Abstract
Insulinomas are functional pancreatic neuroendocrine tumors that cause hypoglycemia and severe morbidity. The aim of our study was to identify gene mutations responsible for tumorigenesis of sporadic insulinoma. Whole exome sequencing analysis was performed on tumors and paired peripheral blood from three patients with insulinomas. After initial analysis, somatic mutations were obtained and a deleterious protein product was further predicted by various bioinformatic programs. Whole exome sequencing identified 55 rare somatic mutations among three insulinoma patients, including MEN1 gene nonsense mutations (c. 681C>G; p.Tyr227* in exon 4 of MEN1 and c. 346G>T; p.Glu116* in exon 2 of MEN1) in two different tumor samples. The mutations resulted in a significant truncation of the protein and a non‐functional gene product, which was involved in defective binding of menin to proteins implicated in genetic and epigenetic mechanisms. Our results extend the growing list of pathogenic MEN1 mutations in sporadic cases of insulinoma.
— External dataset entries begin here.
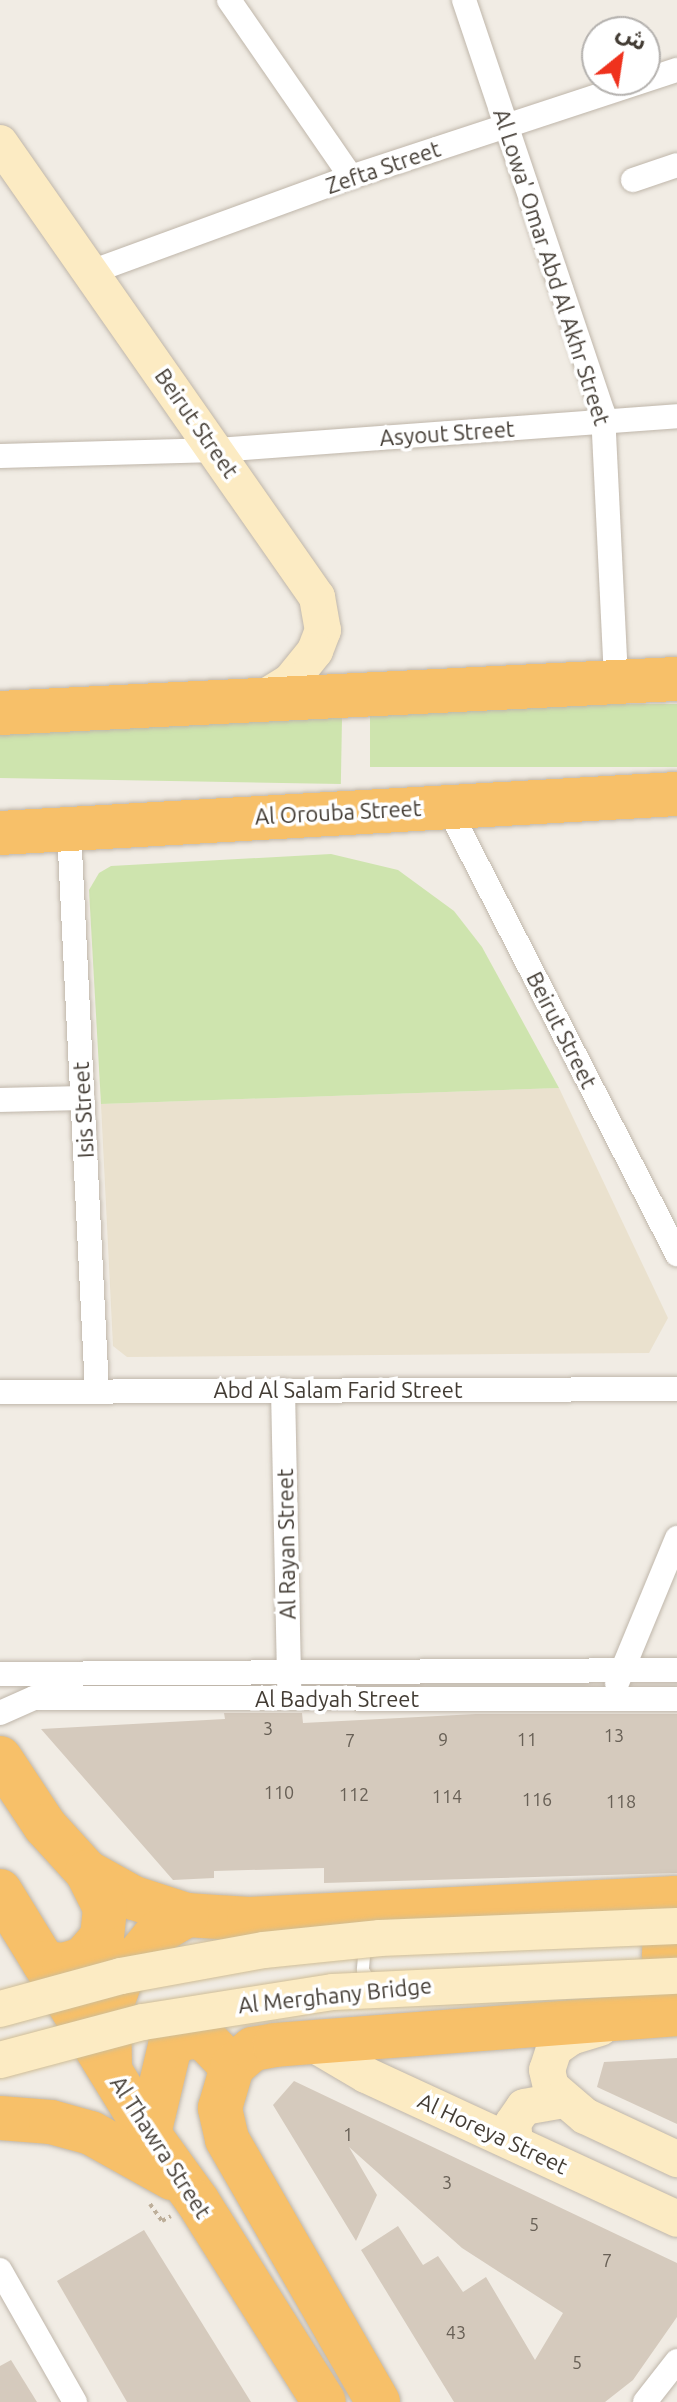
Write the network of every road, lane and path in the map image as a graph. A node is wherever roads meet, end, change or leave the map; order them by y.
1 (229, 0) edge
2 (464, 0) edge
3 (677, 70) edge
4 (507, 125) junction
5 (0, 143) edge
6 (677, 165) edge
7 (351, 177) junction
8 (633, 180) dead end
9 (91, 272) junction
10 (677, 416) edge
11 (604, 422) junction
12 (217, 450) junction
13 (0, 456) edge
14 (677, 679) edge
15 (616, 682) junction
16 (260, 700) junction
17 (0, 713) edge
18 (677, 794) edge
19 (447, 806) junction
20 (69, 830) junction
21 (0, 833) edge
22 (82, 1098) junction
23 (0, 1100) edge
24 (677, 1254) edge
25 (677, 1389) edge
26 (97, 1390) junction
27 (283, 1390) junction
28 (0, 1392) edge
29 (677, 1538) edge
30 (622, 1670) junction
31 (677, 1670) edge
32 (289, 1673) junction
33 (0, 1674) edge
34 (290, 1699) junction
35 (610, 1699) junction
36 (677, 1699) edge
37 (0, 1713) edge
38 (0, 1758) edge
39 (87, 1872) junction
40 (0, 1891) edge
41 (666, 1905) edge
42 (205, 1917) junction
43 (44, 1963) junction
44 (677, 1976) edge
45 (677, 1993) edge
46 (611, 2005) junction
47 (0, 2009) edge
48 (677, 2014) edge
49 (310, 2042) junction
50 (0, 2060) edge
51 (232, 2067) junction
52 (111, 2069) junction
53 (562, 2100) junction
54 (0, 2118) edge
55 (149, 2134) junction
56 (515, 2142) junction
57 (677, 2159) edge
58 (187, 2189) junction
59 (677, 2219) edge
60 (0, 2270) edge
61 (677, 2361) edge
62 (75, 2402) edge
63 (324, 2402) edge
64 (378, 2402) edge
65 (645, 2402) edge

1 - 7 street
2 - 4 street, Al Lowa' Omar Abd Al Akhr Street
3 - 4 street, Zefta Street
4 - 7 street, Zefta Street
4 - 11 street, Al Lowa' Omar Abd Al Akhr Street
5 - 9 street, Beirut Street
6 - 8 street
7 - 9 street, Zefta Street
9 - 12 street, Beirut Street
10 - 11 street, Asyout Street
11 - 12 street, Asyout Street
11 - 15 street, Al Lowa' Omar Abd Al Akhr Street
12 - 13 street, Asyout Street
12 - 16 street, Beirut Street
14 - 15 highway
15 - 16 highway
16 - 17 highway
18 - 19 highway, Al Orouba Street
19 - 20 highway, Al Orouba Street
19 - 24 street, Beirut Street
20 - 21 highway, Al Orouba Street
20 - 22 street, Isis Street
22 - 23 street
22 - 26 street, Isis Street
25 - 27 street, Abd Al Salam Farid Street
26 - 27 street, Abd Al Salam Farid Street
26 - 28 street, Abd Al Salam Farid Street
27 - 32 street, Al Rayan Street
29 - 30 street
30 - 31 street, Al Badyah Street
30 - 32 street, Al Badyah Street
30 - 35 street
32 - 33 street, Al Badyah Street
32 - 34 street, Al Rayan Street
34 - 35 street, Al Badyah Street
34 - 37 street, Al Badyah Street
35 - 36 street, Al Badyah Street
38 - 39 highway
39 - 42 highway
39 - 43 highway
40 - 43 highway, Al Thawra Street
41 - 42 highway
41 - 45 highway
41 - 46 lane
41 - 47 street, bridge
42 - 52 highway
43 - 52 highway, Al Thawra Street
44 - 50 street, Al Merghany Bridge, bridge
46 - 48 highway
46 - 49 highway
46 - 53 street
49 - 51 highway
49 - 56 street, Al Horeya Street
51 - 55 highway
51 - 64 highway
52 - 55 highway, Al Thawra Street
53 - 56 street
53 - 57 street
54 - 58 highway
55 - 58 highway, Al Thawra Street
56 - 59 street, Al Horeya Street
58 - 63 highway, Al Thawra Street
60 - 62 street
61 - 65 street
Keywords: insulinoma, MEN1, somatic mutation, whole exome sequencing
Abbreviations
- MEN‐1
multiple endocrine neoplasia type 1
- SNV
single nucleotide variant
Insulinoma is a rare and sporadically occurring neuroendocrine tumor that secretes an excess of insulin, resulting in symptoms of hypoglycemia in patients 1. Additionally, the catecholamines released from insulinoma produce several symptoms including sweating, nausea, weakness, anxiety and palpitation 2. Insulinoma is usually a benign neoplasm that is smaller than 2 cm in diameter, without signs of angiogenesis or metastases, and is easily curable by surgical resection 2. However, an understanding of the mechanism of the pathology of insulinoma is still needed. The small number of disease cases and lack of suitable animal models and cell strains have limited the study of the pathogenesis of insulinoma. The risk factors and related molecular mechanisms of insulinoma remain unclear.
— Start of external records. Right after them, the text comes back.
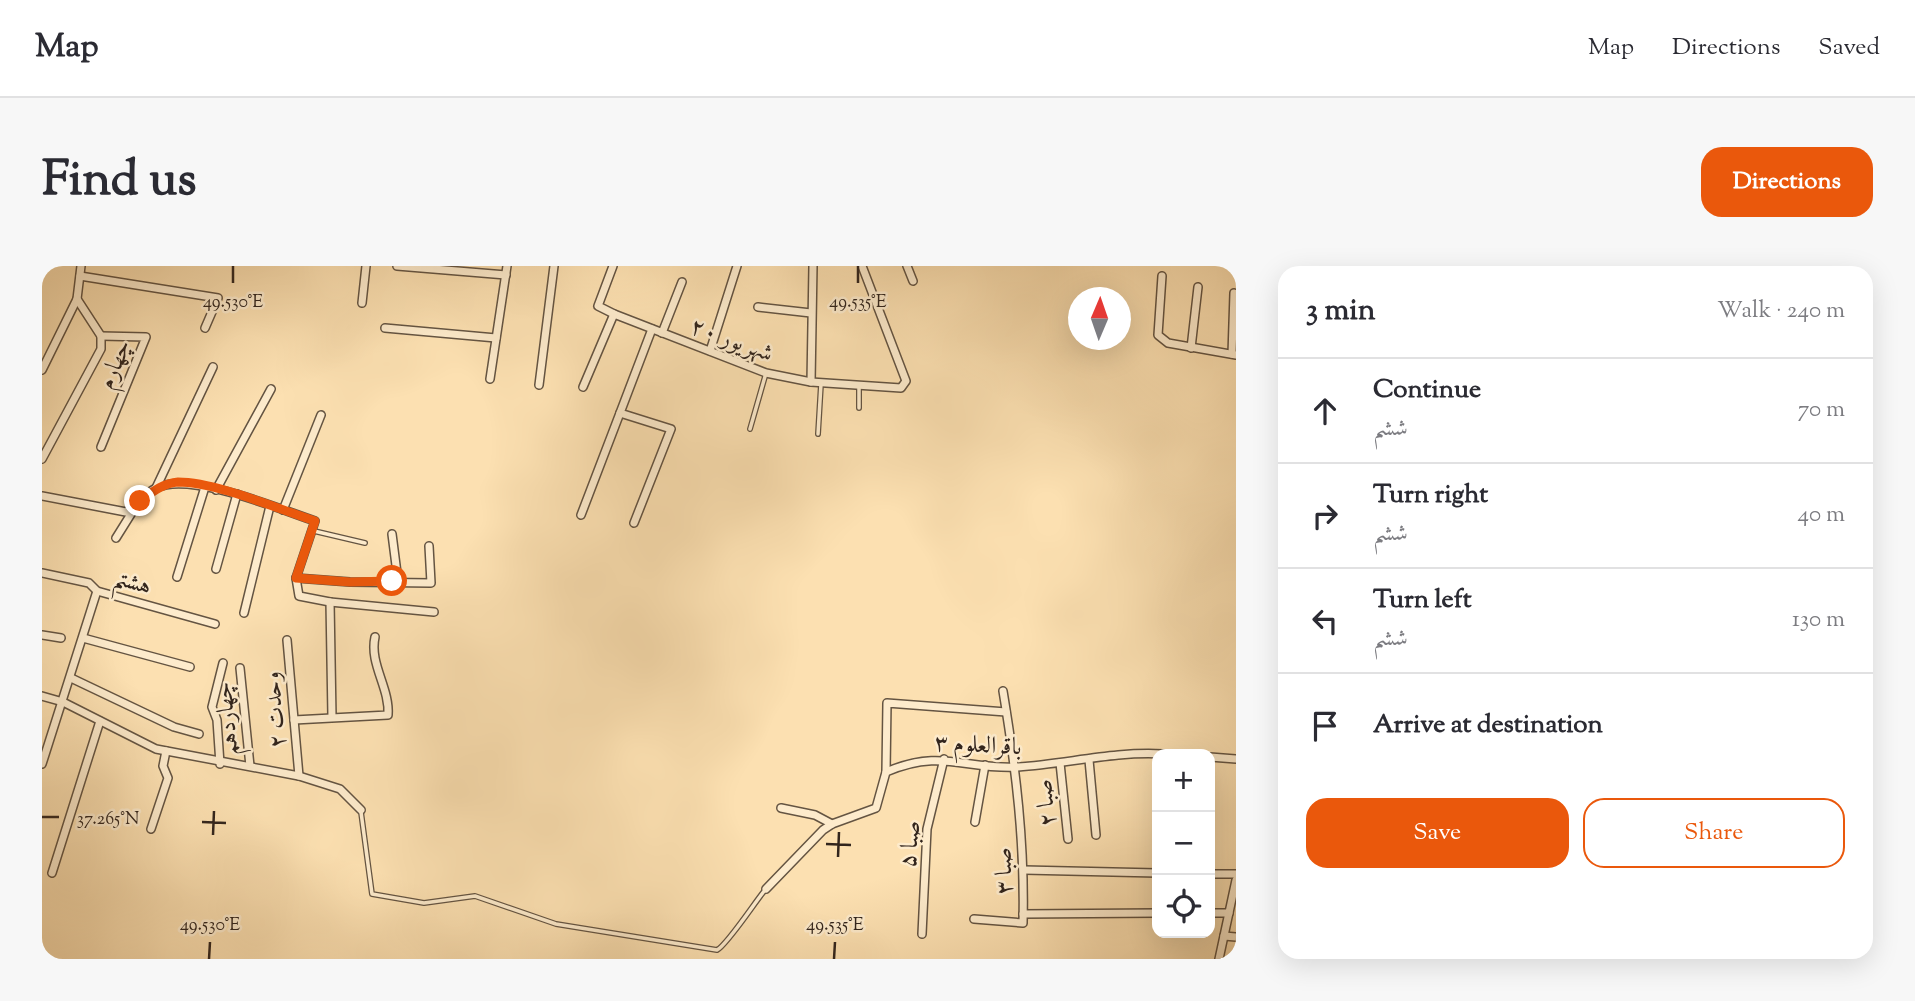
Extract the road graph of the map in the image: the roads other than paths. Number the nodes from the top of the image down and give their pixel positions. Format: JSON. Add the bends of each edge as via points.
{"nodes":[{"id":1,"x":81,"y":266,"type":"edge"},
{"id":2,"x":366,"y":266,"type":"edge"},
{"id":3,"x":397,"y":266,"type":"edge"},
{"id":4,"x":554,"y":266,"type":"edge"},
{"id":5,"x":613,"y":266,"type":"edge"},
{"id":6,"x":737,"y":266,"type":"edge"},
{"id":7,"x":813,"y":266,"type":"edge"},
{"id":8,"x":862,"y":266,"type":"edge"},
{"id":9,"x":907,"y":266,"type":"edge"},
{"id":10,"x":507,"y":270,"type":"edge"},
{"id":11,"x":1163,"y":275,"type":"dead end"},
{"id":12,"x":80,"y":276,"type":"junction"},
{"id":13,"x":913,"y":281,"type":"dead end"},
{"id":14,"x":682,"y":282,"type":"dead end"},
{"id":15,"x":1198,"y":287,"type":"dead end"},
{"id":16,"x":1234,"y":293,"type":"edge"},
{"id":17,"x":77,"y":299,"type":"junction"},
{"id":18,"x":362,"y":303,"type":"dead end"},
{"id":19,"x":758,"y":307,"type":"dead end"},
{"id":20,"x":811,"y":313,"type":"junction"},
{"id":21,"x":614,"y":314,"type":"junction"},
{"id":22,"x":205,"y":328,"type":"dead end"},
{"id":23,"x":385,"y":328,"type":"dead end"},
{"id":24,"x":652,"y":329,"type":"junction"},
{"id":25,"x":662,"y":333,"type":"junction"},
{"id":26,"x":101,"y":336,"type":"junction"},
{"id":27,"x":496,"y":338,"type":"junction"},
{"id":28,"x":1191,"y":348,"type":"junction"},
{"id":29,"x":710,"y":351,"type":"junction"},
{"id":30,"x":1234,"y":354,"type":"edge"},
{"id":31,"x":213,"y":367,"type":"dead end"},
{"id":32,"x":42,"y":370,"type":"edge"},
{"id":33,"x":766,"y":373,"type":"junction"},
{"id":34,"x":490,"y":379,"type":"dead end"},
{"id":35,"x":811,"y":382,"type":"junction"},
{"id":36,"x":821,"y":383,"type":"junction"},
{"id":37,"x":539,"y":385,"type":"dead end"},
{"id":38,"x":859,"y":385,"type":"junction"},
{"id":39,"x":583,"y":387,"type":"dead end"},
{"id":40,"x":271,"y":389,"type":"dead end"},
{"id":41,"x":859,"y":408,"type":"dead end"},
{"id":42,"x":620,"y":413,"type":"junction"},
{"id":43,"x":321,"y":415,"type":"dead end"},
{"id":44,"x":750,"y":429,"type":"dead end"},
{"id":45,"x":818,"y":435,"type":"dead end"},
{"id":46,"x":101,"y":446,"type":"dead end"},
{"id":47,"x":42,"y":459,"type":"edge"},
{"id":48,"x":205,"y":487,"type":"junction"},
{"id":49,"x":156,"y":488,"type":"junction"},
{"id":50,"x":216,"y":490,"type":"junction"},
{"id":51,"x":237,"y":494,"type":"junction"},
{"id":52,"x":42,"y":496,"type":"edge"},
{"id":53,"x":140,"y":501,"type":"junction"},
{"id":54,"x":270,"y":506,"type":"junction"},
{"id":55,"x":283,"y":510,"type":"junction"},
{"id":56,"x":581,"y":515,"type":"dead end"},
{"id":57,"x":634,"y":523,"type":"dead end"},
{"id":58,"x":312,"y":530,"type":"junction"},
{"id":59,"x":392,"y":534,"type":"dead end"},
{"id":60,"x":116,"y":538,"type":"dead end"},
{"id":61,"x":365,"y":543,"type":"dead end"},
{"id":62,"x":429,"y":546,"type":"dead end"},
{"id":63,"x":216,"y":569,"type":"dead end"},
{"id":64,"x":42,"y":573,"type":"edge"},
{"id":65,"x":177,"y":577,"type":"dead end"},
{"id":66,"x":296,"y":578,"type":"junction"},
{"id":67,"x":398,"y":581,"type":"junction"},
{"id":68,"x":97,"y":591,"type":"junction"},
{"id":69,"x":330,"y":602,"type":"junction"},
{"id":70,"x":434,"y":612,"type":"dead end"},
{"id":71,"x":244,"y":613,"type":"dead end"},
{"id":72,"x":215,"y":624,"type":"dead end"},
{"id":73,"x":42,"y":635,"type":"edge"},
{"id":74,"x":375,"y":637,"type":"dead end"},
{"id":75,"x":61,"y":638,"type":"dead end"},
{"id":76,"x":83,"y":638,"type":"junction"},
{"id":77,"x":287,"y":640,"type":"dead end"},
{"id":78,"x":223,"y":663,"type":"dead end"},
{"id":79,"x":190,"y":667,"type":"dead end"},
{"id":80,"x":240,"y":668,"type":"dead end"},
{"id":81,"x":71,"y":678,"type":"junction"},
{"id":82,"x":1003,"y":691,"type":"dead end"},
{"id":83,"x":42,"y":696,"type":"edge"},
{"id":84,"x":63,"y":702,"type":"junction"},
{"id":85,"x":1006,"y":712,"type":"junction"},
{"id":86,"x":332,"y":717,"type":"junction"},
{"id":87,"x":294,"y":720,"type":"junction"},
{"id":88,"x":100,"y":721,"type":"junction"},
{"id":89,"x":199,"y":734,"type":"dead end"},
{"id":90,"x":166,"y":751,"type":"junction"},
{"id":91,"x":1152,"y":755,"type":"edge"},
{"id":92,"x":1215,"y":757,"type":"edge"},
{"id":93,"x":944,"y":759,"type":"junction"},
{"id":94,"x":1236,"y":759,"type":"edge"},
{"id":95,"x":1089,"y":760,"type":"junction"},
{"id":96,"x":1060,"y":763,"type":"junction"},
{"id":97,"x":42,"y":764,"type":"edge"},
{"id":98,"x":220,"y":764,"type":"junction"},
{"id":99,"x":985,"y":765,"type":"junction"},
{"id":100,"x":250,"y":766,"type":"junction"},
{"id":101,"x":1016,"y":768,"type":"junction"},
{"id":102,"x":886,"y":772,"type":"junction"},
{"id":103,"x":299,"y":776,"type":"junction"},
{"id":104,"x":781,"y":808,"type":"dead end"},
{"id":105,"x":361,"y":810,"type":"joint"},
{"id":106,"x":975,"y":822,"type":"dead end"},
{"id":107,"x":832,"y":824,"type":"junction"},
{"id":108,"x":151,"y":829,"type":"dead end"},
{"id":109,"x":1096,"y":835,"type":"dead end"},
{"id":110,"x":1068,"y":839,"type":"dead end"},
{"id":111,"x":1024,"y":870,"type":"junction"},
{"id":112,"x":52,"y":873,"type":"dead end"},
{"id":113,"x":1152,"y":873,"type":"edge"},
{"id":114,"x":1215,"y":874,"type":"edge"},
{"id":115,"x":1236,"y":874,"type":"edge"},
{"id":116,"x":1236,"y":880,"type":"edge"},
{"id":117,"x":766,"y":889,"type":"joint"},
{"id":118,"x":1215,"y":913,"type":"edge"},
{"id":119,"x":1229,"y":913,"type":"junction"},
{"id":120,"x":1023,"y":914,"type":"junction"},
{"id":121,"x":1152,"y":914,"type":"edge"},
{"id":122,"x":974,"y":919,"type":"dead end"},
{"id":123,"x":922,"y":934,"type":"dead end"},
{"id":124,"x":1224,"y":936,"type":"junction"},
{"id":125,"x":1236,"y":937,"type":"edge"},
{"id":126,"x":1219,"y":959,"type":"edge"}],
"edges":[{"from":1,"to":12,"type":"street"},
{"from":2,"to":18,"type":"street"},
{"from":3,"to":10,"type":"street"},
{"from":4,"to":37,"type":"street"},
{"from":5,"to":21,"type":"street","via":[[598,306]]},
{"from":6,"to":29,"type":"street"},
{"from":7,"to":20,"type":"street"},
{"from":8,"to":38,"type":"street","name":"شهریور ۲۰","via":[[906,381],[901,388]]},
{"from":9,"to":13,"type":"street"},
{"from":10,"to":27,"type":"street"},
{"from":11,"to":28,"type":"street","via":[[1158,335],[1168,343]]},
{"from":12,"to":17,"type":"street"},
{"from":12,"to":22,"type":"street","via":[[218,298]]},
{"from":14,"to":25,"type":"street"},
{"from":15,"to":28,"type":"street"},
{"from":16,"to":30,"type":"street"},
{"from":17,"to":26,"type":"street"},
{"from":17,"to":32,"type":"street"},
{"from":19,"to":20,"type":"street"},
{"from":20,"to":35,"type":"street"},
{"from":21,"to":24,"type":"street","name":"شهریور ۲۰"},
{"from":21,"to":39,"type":"street"},
{"from":23,"to":27,"type":"street"},
{"from":24,"to":25,"type":"street","name":"شهریور ۲۰"},
{"from":24,"to":42,"type":"street"},
{"from":25,"to":29,"type":"street","name":"شهریور ۲۰"},
{"from":26,"to":46,"type":"street","name":"چهارم","via":[[146,338]]},
{"from":26,"to":47,"type":"street","via":[[101,349]]},
{"from":27,"to":34,"type":"street"},
{"from":28,"to":30,"type":"street"},
{"from":29,"to":33,"type":"street","name":"شهریور ۲۰"},
{"from":31,"to":49,"type":"street"},
{"from":33,"to":35,"type":"street","name":"شهریور ۲۰"},
{"from":33,"to":44,"type":"lane"},
{"from":35,"to":36,"type":"street","name":"شهریور ۲۰"},
{"from":36,"to":38,"type":"street","name":"شهریور ۲۰"},
{"from":36,"to":45,"type":"lane"},
{"from":38,"to":41,"type":"lane"},
{"from":40,"to":50,"type":"street"},
{"from":42,"to":56,"type":"street"},
{"from":42,"to":57,"type":"street","via":[[671,429]]},
{"from":43,"to":55,"type":"street"},
{"from":48,"to":49,"type":"street","via":[[177,482]]},
{"from":48,"to":50,"type":"street"},
{"from":48,"to":65,"type":"street"},
{"from":49,"to":53,"type":"street"},
{"from":50,"to":51,"type":"street"},
{"from":51,"to":54,"type":"street"},
{"from":51,"to":63,"type":"street"},
{"from":52,"to":53,"type":"street","via":[[126,512]]},
{"from":53,"to":60,"type":"street"},
{"from":54,"to":55,"type":"street"},
{"from":54,"to":71,"type":"street"},
{"from":55,"to":58,"type":"street","via":[[315,521]]},
{"from":58,"to":61,"type":"lane"},
{"from":58,"to":66,"type":"street"},
{"from":59,"to":67,"type":"street"},
{"from":62,"to":67,"type":"street","via":[[431,583]]},
{"from":64,"to":68,"type":"street","name":"هشتم","via":[[89,583]]},
{"from":66,"to":67,"type":"street"},
{"from":66,"to":69,"type":"street","via":[[299,596]]},
{"from":68,"to":72,"type":"street","name":"هشتم"},
{"from":68,"to":76,"type":"street"},
{"from":69,"to":70,"type":"street"},
{"from":69,"to":86,"type":"street"},
{"from":73,"to":75,"type":"street"},
{"from":74,"to":86,"type":"street","via":[[372,648],[389,702],[388,715]]},
{"from":76,"to":79,"type":"street"},
{"from":76,"to":81,"type":"street"},
{"from":77,"to":87,"type":"street","name":"وحدت ۲"},
{"from":78,"to":98,"type":"street","via":[[212,707]]},
{"from":80,"to":100,"type":"street","name":"چهاردهم"},
{"from":81,"to":84,"type":"street"},
{"from":81,"to":89,"type":"street","via":[[174,727]]},
{"from":82,"to":85,"type":"street","name":"صبا ۳"},
{"from":83,"to":84,"type":"street"},
{"from":84,"to":88,"type":"street"},
{"from":84,"to":97,"type":"street"},
{"from":85,"to":101,"type":"street","name":"صبا ۳"},
{"from":85,"to":102,"type":"street","via":[[887,703]]},
{"from":86,"to":87,"type":"street"},
{"from":87,"to":103,"type":"street","name":"وحدت ۲"},
{"from":88,"to":90,"type":"street"},
{"from":88,"to":112,"type":"street"},
{"from":90,"to":98,"type":"street"},
{"from":90,"to":108,"type":"street","via":[[163,766],[168,778]]},
{"from":91,"to":95,"type":"street","name":"باقرالعلوم ۳"},
{"from":92,"to":94,"type":"street"},
{"from":93,"to":99,"type":"street","name":"باقرالعلوم ۳"},
{"from":93,"to":102,"type":"street","name":"باقرالعلوم ۳","via":[[911,761]]},
{"from":93,"to":123,"type":"street","name":"صبا ۵","via":[[927,829]]},
{"from":95,"to":96,"type":"street","name":"باقرالعلوم ۳"},
{"from":95,"to":109,"type":"street"},
{"from":96,"to":101,"type":"street","name":"باقرالعلوم ۳"},
{"from":96,"to":110,"type":"street","name":"صبا ۲"},
{"from":98,"to":100,"type":"street"},
{"from":99,"to":101,"type":"street","name":"باقرالعلوم ۳"},
{"from":99,"to":106,"type":"street"},
{"from":100,"to":103,"type":"street"},
{"from":101,"to":111,"type":"street","name":"صبا ۳"},
{"from":102,"to":107,"type":"street","via":[[876,808]]},
{"from":103,"to":105,"type":"street","via":[[340,789]]},
{"from":104,"to":107,"type":"street"},
{"from":105,"to":117,"type":"lane","via":[[372,894],[424,902],[475,896],[556,924],[717,950],[725,946]]},
{"from":107,"to":117,"type":"street"},
{"from":111,"to":113,"type":"street"},
{"from":111,"to":120,"type":"street","name":"صبا ۳"},
{"from":114,"to":115,"type":"street"},
{"from":116,"to":119,"type":"street"},
{"from":118,"to":119,"type":"street"},
{"from":119,"to":124,"type":"street"},
{"from":120,"to":121,"type":"street"},
{"from":120,"to":122,"type":"street","name":"صبا ۳","via":[[1023,923]]},
{"from":124,"to":125,"type":"street"},
{"from":124,"to":126,"type":"street"}]}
Exome sequencing, which allows study of the complete protein‐coding regions in the genome, is valuable in searching for underlying genetic variation in disease. Moreover, extensive exome sequencing studies from human tumors have indicated that there are a large number of mutations in each tumor 3. Accumulating evidence suggests that genetic change is specific for insulinomas, such as high loss of heterozygosity rates on chromosome 22q and gain of 9q34 4, 5. Additionally, exome sequencing has revealed that there was a somatic mutation in the DNA‐binding zinc finger of the transcription factor Yin Yang 1 in insulinoma 6, 7, 8.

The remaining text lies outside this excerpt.